REQUIRED WORK:
Please, from the entries below, transcribe exactly the lines that begin at the line with "middle dip: (158, 177)" and end at the line with "ring tip: (231, 233)", without the pictures.
━━━━━━━━
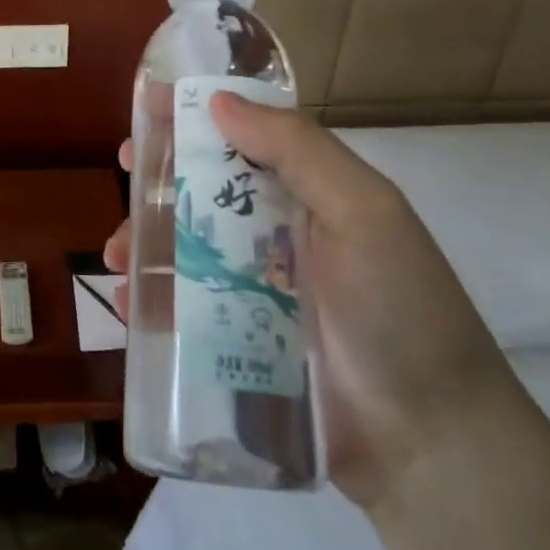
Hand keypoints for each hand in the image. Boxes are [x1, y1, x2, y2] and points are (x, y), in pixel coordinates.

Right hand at [105, 94, 523, 511]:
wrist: (432, 447)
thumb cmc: (401, 311)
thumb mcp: (364, 213)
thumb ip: (299, 150)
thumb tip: (219, 101)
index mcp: (308, 194)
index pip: (244, 138)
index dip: (196, 118)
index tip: (148, 108)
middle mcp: (278, 234)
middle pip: (203, 191)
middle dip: (158, 177)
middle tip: (124, 172)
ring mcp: (255, 290)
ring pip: (185, 249)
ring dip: (143, 240)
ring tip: (118, 256)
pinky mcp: (237, 343)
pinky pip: (182, 311)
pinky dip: (150, 302)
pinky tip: (130, 305)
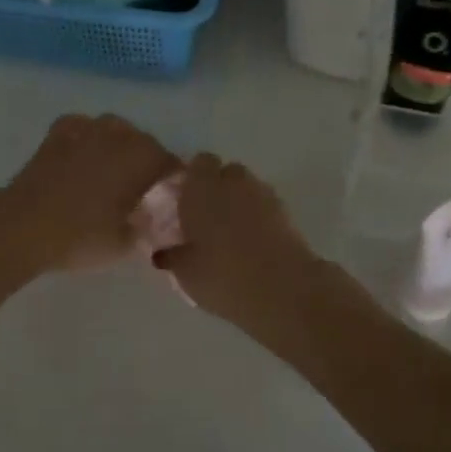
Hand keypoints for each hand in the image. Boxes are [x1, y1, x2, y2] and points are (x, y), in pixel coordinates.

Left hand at [0, 114, 179, 274]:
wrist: (24, 225)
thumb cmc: (80, 236)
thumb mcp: (123, 244)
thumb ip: (143, 229)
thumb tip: (150, 220)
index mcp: (141, 159)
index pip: (170, 162)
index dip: (174, 177)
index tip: (172, 193)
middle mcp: (118, 136)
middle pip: (144, 141)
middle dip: (148, 159)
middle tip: (143, 186)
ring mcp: (86, 129)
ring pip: (115, 128)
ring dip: (120, 143)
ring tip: (114, 166)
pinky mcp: (58, 133)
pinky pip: (82, 125)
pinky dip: (88, 135)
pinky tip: (84, 150)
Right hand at [155, 154, 316, 322]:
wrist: (281, 289)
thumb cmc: (222, 275)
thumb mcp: (185, 273)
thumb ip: (172, 256)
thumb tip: (163, 252)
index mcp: (202, 187)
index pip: (199, 162)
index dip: (193, 178)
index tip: (186, 200)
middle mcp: (233, 182)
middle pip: (226, 172)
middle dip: (218, 187)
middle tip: (207, 217)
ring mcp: (263, 195)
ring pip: (248, 188)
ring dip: (240, 201)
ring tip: (231, 233)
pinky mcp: (287, 213)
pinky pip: (266, 206)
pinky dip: (259, 217)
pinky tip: (252, 243)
━━━━━━━━
FINAL ANSWER:
middle dip: (158, 177)
middle tip: (124, 172)
ring mcp: (255, 290)
ring pip: (185, 249)
ring dip: (143, 240)
ring tip: (118, 256)
pinky mcp: (237, 343)
pinky pip: (182, 311)
pinky dip: (150, 302)
pinky tip: (130, 305)
Hand keypoints for each hand in the image. Boxes are [x1, y1, x2, y2] and points are (x, y), in pixel coordinates.

Left hand at [0, 114, 179, 274]:
wrist: (24, 225)
thumb cmc: (80, 236)
thumb mcp: (123, 244)
thumb ip: (143, 229)
thumb tip: (150, 220)
index mcp: (141, 159)
index pip: (170, 162)
index dip: (174, 177)
index tip: (172, 193)
middle mcp: (118, 136)
middle pip: (144, 141)
middle dip: (148, 159)
middle tip: (143, 186)
ring mcp: (86, 129)
ring pip: (115, 128)
ring dip: (120, 143)
ring tip: (114, 166)
pinky mcp: (58, 133)
pinky pip: (82, 125)
pinky dip: (88, 135)
pinky tip: (84, 150)
Right hand at [155, 154, 316, 322]:
wrist: (281, 289)
thumb cmc: (222, 275)
thumb mcp: (185, 273)
thumb ip: (172, 256)
thumb tip: (163, 252)
index mcp: (202, 187)
index pip: (199, 162)
index dip: (193, 178)
index tip: (186, 200)
middle mcp: (233, 182)
middle pip: (226, 172)
middle dip: (218, 187)
middle tip: (207, 217)
ring mcp: (263, 195)
ring pip: (248, 188)
ring dip: (240, 201)
ring tip: (231, 233)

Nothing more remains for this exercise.